Beginning with the line that has "wrist: (945, 854)" in it, transcribe the listing exactly through its final line, and add nothing.

• Records for the exercise:
============

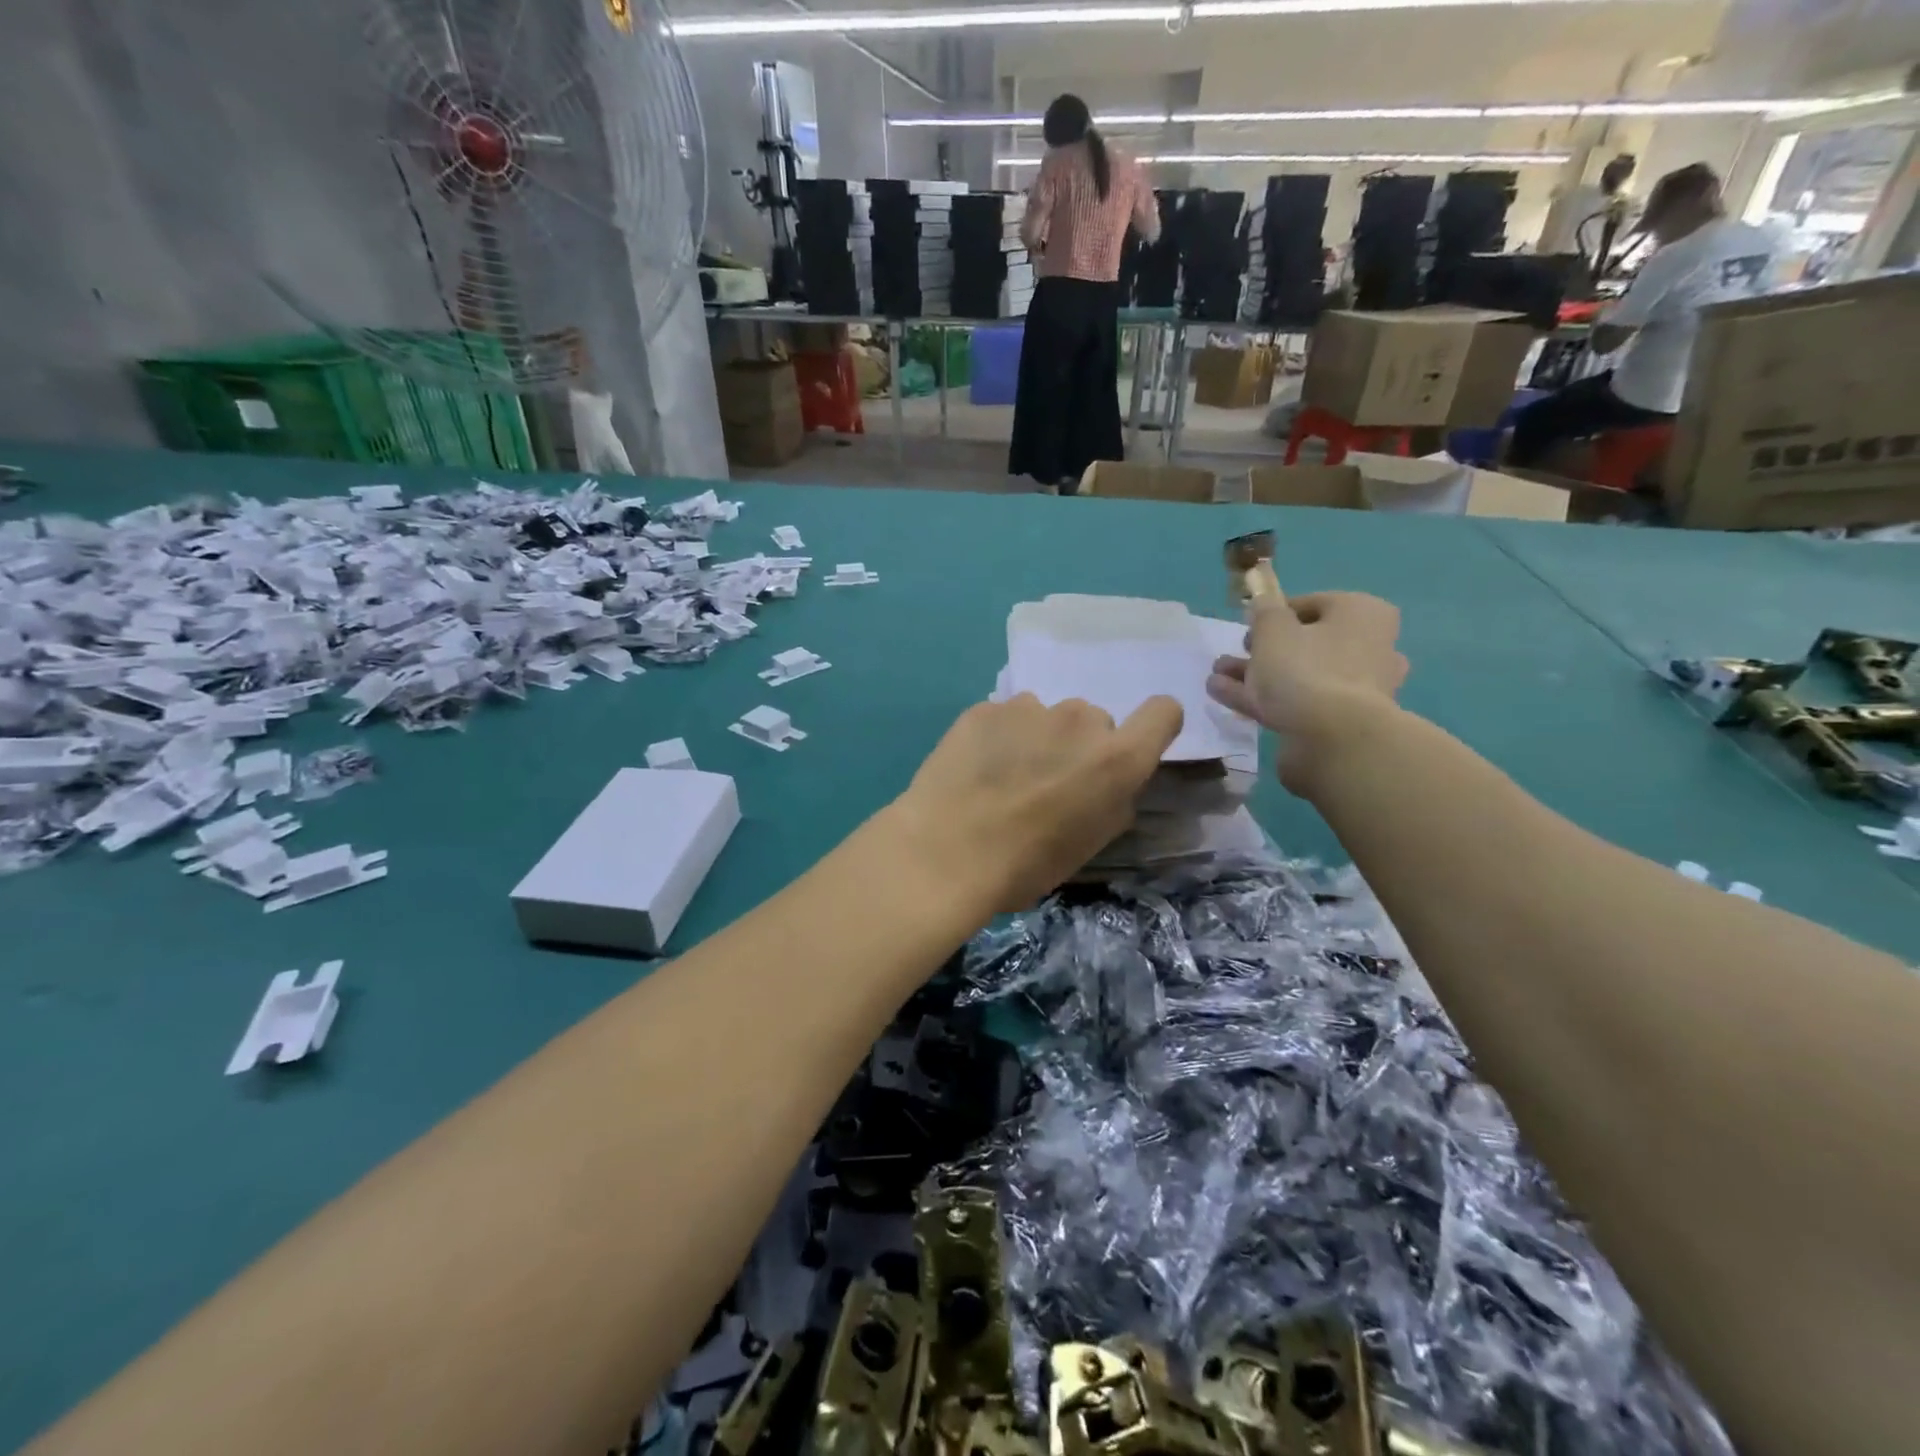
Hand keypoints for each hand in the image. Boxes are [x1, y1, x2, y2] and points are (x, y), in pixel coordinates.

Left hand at [884, 694, 1183, 910]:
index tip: (1128, 749)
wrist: (945, 854)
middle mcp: (1080, 719)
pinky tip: (974, 770)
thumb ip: (1113, 799)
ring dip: (1036, 739)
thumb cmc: (1026, 865)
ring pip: (1046, 717)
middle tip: (1047, 783)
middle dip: (1079, 746)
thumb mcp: (1090, 844)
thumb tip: (1107, 781)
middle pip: (1094, 721)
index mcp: (1117, 758)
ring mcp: (1029, 707)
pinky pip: (1004, 718)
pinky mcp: (985, 708)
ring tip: (1003, 778)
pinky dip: (997, 737)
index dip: (1153, 727)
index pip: (1164, 712)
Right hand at [1207, 592, 1406, 792]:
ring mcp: (1356, 688)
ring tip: (1216, 676)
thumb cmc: (1305, 668)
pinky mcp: (1339, 721)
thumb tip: (1263, 603)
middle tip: (1233, 653)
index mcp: (1363, 614)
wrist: (1331, 738)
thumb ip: (1264, 611)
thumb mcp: (1273, 629)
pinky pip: (1296, 701)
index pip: (1313, 604)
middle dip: (1262, 649)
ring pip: (1298, 674)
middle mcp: (1369, 647)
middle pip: (1306, 643)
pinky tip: (1223, 696)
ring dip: (1254, 674)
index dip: (1275, 613)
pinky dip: (1261, 697)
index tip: (1247, 625)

============

• Answer space:
wrist: (945, 854)
middle mcp: (1080, 719)
pinky tip: (974, 770)
thumb ip: (1113, 799)
ring dip: (1036, 739)
thumb cmc: (1026, 865)
ring pip: (1046, 717)
middle tip: (1047, 783)
middle dip: (1079, 746)
thumb mcp: (1090, 844)
thumb tip: (1107, 781)
middle pip: (1094, 721)
index mcp: (1117, 758)
ring mcp: (1029, 707)
pinky pip: (1004, 718)
pinky mcp: (985, 708)
ring tip: (1003, 778)
pinky dip: (997, 737)
index dip: (1153, 727)
index pip: (1164, 712)
Right hand at [1207, 592, 1406, 792]:
ring mcp: (1356, 688)
ring tip: (1216, 676)
thumb cmc: (1305, 668)
pinky mcp: (1339, 721)
thumb tip: (1263, 603)
middle tip: (1233, 653)
index mcp: (1363, 614)
wrist: (1331, 738)
thumb ip: (1264, 611)
thumb mcp: (1273, 629)
pinky pip: (1296, 701)
index pip: (1313, 604)
middle dip: (1262, 649)
ring pip: (1298, 674)
middle mcp: (1369, 647)
middle pip: (1306, 643)
pinky tip: (1223, 696)
ring dip: (1254, 674)
index dip: (1275, 613)
pinky dip: (1261, 697)
index tip: (1247, 625)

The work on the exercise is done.